|Karroubi, left, has been one of the most outspoken critics of Ahmadinejad's policies [AFP]
On Friday, June 12, Iran holds its tenth presidential election since the revolution that created the Islamic Republic.
Following a vetting process by the Guardian Council - a powerful legislative oversight body consisting of six theologians appointed by the supreme leader and six jurists nominated by the judiciary and approved by parliament - four candidates have been deemed eligible to stand.
To win the presidency, a candidate must receive more than 50 per cent of the total vote. Otherwise, the contest will go to a run-off vote usually held the following week.
Mahmoud Ahmadinejad, the current president, is running against two reformist candidates and one fellow conservative.
For the first time since the creation of the Islamic Republic in 1981, the race for the presidency is expected to be closely run, with Mir Hossein Mousavi, the frontrunner reformist candidate, gathering a groundswell of support.

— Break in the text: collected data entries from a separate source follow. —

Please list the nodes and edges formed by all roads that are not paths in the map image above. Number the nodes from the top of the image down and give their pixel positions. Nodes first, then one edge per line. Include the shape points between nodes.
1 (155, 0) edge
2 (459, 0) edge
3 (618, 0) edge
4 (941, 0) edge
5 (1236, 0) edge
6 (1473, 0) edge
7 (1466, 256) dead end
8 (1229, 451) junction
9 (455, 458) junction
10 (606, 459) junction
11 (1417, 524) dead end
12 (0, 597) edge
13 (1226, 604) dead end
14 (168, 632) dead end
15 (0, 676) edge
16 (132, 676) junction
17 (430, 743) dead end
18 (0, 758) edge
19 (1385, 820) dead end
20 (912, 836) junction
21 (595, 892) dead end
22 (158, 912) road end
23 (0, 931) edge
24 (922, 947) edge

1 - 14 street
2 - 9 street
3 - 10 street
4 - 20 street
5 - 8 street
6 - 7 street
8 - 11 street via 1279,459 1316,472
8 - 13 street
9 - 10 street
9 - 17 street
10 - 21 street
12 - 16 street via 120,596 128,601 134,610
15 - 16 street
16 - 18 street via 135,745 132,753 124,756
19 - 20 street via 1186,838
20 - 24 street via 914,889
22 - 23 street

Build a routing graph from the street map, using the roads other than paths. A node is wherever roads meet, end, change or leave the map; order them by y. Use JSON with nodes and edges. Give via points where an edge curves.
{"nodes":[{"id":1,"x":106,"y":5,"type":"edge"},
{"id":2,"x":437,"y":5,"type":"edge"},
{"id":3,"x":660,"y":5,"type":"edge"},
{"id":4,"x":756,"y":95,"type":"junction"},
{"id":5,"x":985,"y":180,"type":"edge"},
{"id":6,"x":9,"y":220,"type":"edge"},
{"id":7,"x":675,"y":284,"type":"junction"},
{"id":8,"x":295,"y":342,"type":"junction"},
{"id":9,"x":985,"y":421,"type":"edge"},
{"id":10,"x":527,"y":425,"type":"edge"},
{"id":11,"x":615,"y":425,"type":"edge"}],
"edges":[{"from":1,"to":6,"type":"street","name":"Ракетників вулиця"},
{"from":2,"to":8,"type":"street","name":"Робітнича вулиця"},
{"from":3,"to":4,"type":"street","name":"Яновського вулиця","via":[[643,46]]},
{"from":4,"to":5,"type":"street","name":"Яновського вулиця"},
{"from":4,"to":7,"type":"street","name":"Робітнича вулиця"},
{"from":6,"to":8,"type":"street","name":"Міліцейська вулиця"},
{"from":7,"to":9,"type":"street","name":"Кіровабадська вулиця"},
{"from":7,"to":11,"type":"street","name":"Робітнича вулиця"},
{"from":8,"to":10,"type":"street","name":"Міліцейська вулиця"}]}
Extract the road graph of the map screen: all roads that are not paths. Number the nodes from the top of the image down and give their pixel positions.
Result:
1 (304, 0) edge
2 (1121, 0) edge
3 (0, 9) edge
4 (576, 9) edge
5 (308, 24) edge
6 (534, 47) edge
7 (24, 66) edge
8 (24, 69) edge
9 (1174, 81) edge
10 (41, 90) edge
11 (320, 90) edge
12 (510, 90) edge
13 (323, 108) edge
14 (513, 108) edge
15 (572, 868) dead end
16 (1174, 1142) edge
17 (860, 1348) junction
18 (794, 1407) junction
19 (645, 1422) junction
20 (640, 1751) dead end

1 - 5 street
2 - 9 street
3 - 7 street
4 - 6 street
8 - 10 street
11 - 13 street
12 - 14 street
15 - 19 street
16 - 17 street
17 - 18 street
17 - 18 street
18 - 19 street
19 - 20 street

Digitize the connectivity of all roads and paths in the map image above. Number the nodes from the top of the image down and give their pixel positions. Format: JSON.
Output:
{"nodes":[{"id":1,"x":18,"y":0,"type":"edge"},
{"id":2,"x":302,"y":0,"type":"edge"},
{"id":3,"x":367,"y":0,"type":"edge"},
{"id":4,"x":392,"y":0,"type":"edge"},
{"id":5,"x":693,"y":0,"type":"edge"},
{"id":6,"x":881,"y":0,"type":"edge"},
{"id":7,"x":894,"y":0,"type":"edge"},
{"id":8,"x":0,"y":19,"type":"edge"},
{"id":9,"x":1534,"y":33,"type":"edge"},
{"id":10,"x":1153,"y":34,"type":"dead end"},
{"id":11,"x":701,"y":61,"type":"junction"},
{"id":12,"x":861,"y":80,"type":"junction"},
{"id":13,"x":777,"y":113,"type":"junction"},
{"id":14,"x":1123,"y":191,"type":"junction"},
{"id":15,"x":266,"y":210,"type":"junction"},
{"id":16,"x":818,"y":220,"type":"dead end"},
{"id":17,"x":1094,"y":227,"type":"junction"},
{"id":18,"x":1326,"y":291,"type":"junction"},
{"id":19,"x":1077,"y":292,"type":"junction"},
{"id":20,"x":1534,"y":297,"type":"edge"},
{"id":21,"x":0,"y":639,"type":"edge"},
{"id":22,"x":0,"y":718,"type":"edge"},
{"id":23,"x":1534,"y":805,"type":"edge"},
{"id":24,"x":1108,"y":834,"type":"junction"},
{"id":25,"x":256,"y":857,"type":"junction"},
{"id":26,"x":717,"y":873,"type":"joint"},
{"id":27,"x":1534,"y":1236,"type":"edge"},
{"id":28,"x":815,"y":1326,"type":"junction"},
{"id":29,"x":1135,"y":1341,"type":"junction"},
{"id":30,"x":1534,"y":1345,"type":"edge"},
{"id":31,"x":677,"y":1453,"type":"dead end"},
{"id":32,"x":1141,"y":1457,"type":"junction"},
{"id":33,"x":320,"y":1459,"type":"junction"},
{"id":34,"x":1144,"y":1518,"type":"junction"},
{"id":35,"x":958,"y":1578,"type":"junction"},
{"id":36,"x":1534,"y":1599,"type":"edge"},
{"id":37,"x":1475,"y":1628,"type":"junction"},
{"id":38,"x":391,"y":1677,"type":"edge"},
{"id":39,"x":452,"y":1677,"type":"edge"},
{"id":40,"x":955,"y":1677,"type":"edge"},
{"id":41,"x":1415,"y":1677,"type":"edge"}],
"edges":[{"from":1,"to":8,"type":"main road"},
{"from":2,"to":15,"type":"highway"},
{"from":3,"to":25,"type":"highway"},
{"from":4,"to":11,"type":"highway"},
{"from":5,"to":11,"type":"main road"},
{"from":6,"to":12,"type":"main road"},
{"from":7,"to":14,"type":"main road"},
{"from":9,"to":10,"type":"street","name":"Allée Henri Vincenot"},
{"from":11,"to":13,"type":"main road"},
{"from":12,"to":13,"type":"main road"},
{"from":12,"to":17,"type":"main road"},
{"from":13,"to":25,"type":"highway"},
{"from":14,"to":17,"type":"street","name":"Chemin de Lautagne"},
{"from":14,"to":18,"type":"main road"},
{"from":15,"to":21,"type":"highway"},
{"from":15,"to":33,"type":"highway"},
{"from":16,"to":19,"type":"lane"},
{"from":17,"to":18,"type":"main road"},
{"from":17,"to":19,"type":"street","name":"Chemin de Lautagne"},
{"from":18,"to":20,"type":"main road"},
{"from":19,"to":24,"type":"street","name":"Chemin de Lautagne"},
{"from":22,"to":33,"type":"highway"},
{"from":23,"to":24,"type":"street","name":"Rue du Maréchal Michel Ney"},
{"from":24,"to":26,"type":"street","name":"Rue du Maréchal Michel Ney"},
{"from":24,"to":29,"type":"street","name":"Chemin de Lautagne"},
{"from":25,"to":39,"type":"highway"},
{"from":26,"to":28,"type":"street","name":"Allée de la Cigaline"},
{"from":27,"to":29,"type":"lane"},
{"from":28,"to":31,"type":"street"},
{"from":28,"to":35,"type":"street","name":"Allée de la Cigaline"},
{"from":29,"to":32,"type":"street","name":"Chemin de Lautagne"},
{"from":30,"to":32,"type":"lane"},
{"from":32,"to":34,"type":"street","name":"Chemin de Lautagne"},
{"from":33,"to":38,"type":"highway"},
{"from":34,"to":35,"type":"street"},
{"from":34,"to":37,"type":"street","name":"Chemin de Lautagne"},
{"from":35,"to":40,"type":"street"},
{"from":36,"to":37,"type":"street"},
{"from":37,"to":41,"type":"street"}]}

The incumbent 52-year-old is seeking a second term as Iran's president.
Prior to his victory four years ago, Ahmadinejad was mayor of Tehran as well as a member of Iran's influential Revolutionary Guards.
He is generally viewed as religiously and politically conservative.
His modest background is one factor behind his appeal with the masses, whom he has pledged to reward with fairer distribution of the country's vast oil wealth.
Ahmadinejad has said he favours dialogue with the US, as long as it is based on mutual respect.
The leading candidate running against President Ahmadinjead is 67-year-old Mir Hossein Mousavi.
He is best known as the country's last serving prime minister during the Iran-Iraq war in the 1980s. During the war he pioneered the country's food rationing and distribution system.
Since then, he has largely been out of politics, heading Iran's Academy of Art which is responsible for safeguarding the country's national heritage.
Mousavi played a key role in the Islamic Revolution and had close ties with the late Ayatollah Khomeini.
As part of his return to politics in this election, he has pledged to change Iran's image abroad.
However, he believes Iran should refuse to back down on its nuclear programme and maintains the country's right to nuclear technology.
In another of his campaign pledges, he has committed to reviewing discriminatory laws against women and stopping the operation of so-called morality policies.
The 72-year-old is a mid-ranking cleric.
He is considered a reformist and heads Iran's National Trust Party, as well as having previously been parliamentary speaker.
Karroubi has been one of the most outspoken critics of President Ahmadinejad's policies, and is a well-known figure on Iran's political scene. He has already been endorsed by several high ranking figures.
His election campaign is based on the slogan "change", leading some to call Karroubi the "reform sheikh".
He has pledged to nationalise the country's vast oil profits, and to redistribute the money to every Iranian over the age of 18 through a system of stocks.
He has also pledged to protect civil rights and improve the status of women in Iran.
The cleric also says he favours dialogue with the international community.
The 55-year-old is the current secretary of the Expediency Council, a major body that arbitrates on disputed legislation, and the only candidate running against Ahmadinejad who is also considered to be a conservative.
Rezai is the former head of the Revolutionary Guards, one of the most powerful paramilitary organisations in Iran.
He is currently on the Interpol wanted list, for suspected links to the 1994 bombing of a Jewish cultural centre in Buenos Aires. He is banned from entering the US and the EU.
Rezai holds a doctorate in economics and says, if elected, his priority will be to "revolutionise" the economy.
One of his main pledges is to greatly increase the role of the private sector and to guarantee an increase in foreign investment.
Rezai has also been critical of Ahmadinejad's comments about the holocaust.
He says he has formulated a step-by-step plan to improve relations with the US, and that he also believes Iran should improve its strategic role in the Middle East by closing ranks with its regional neighbours.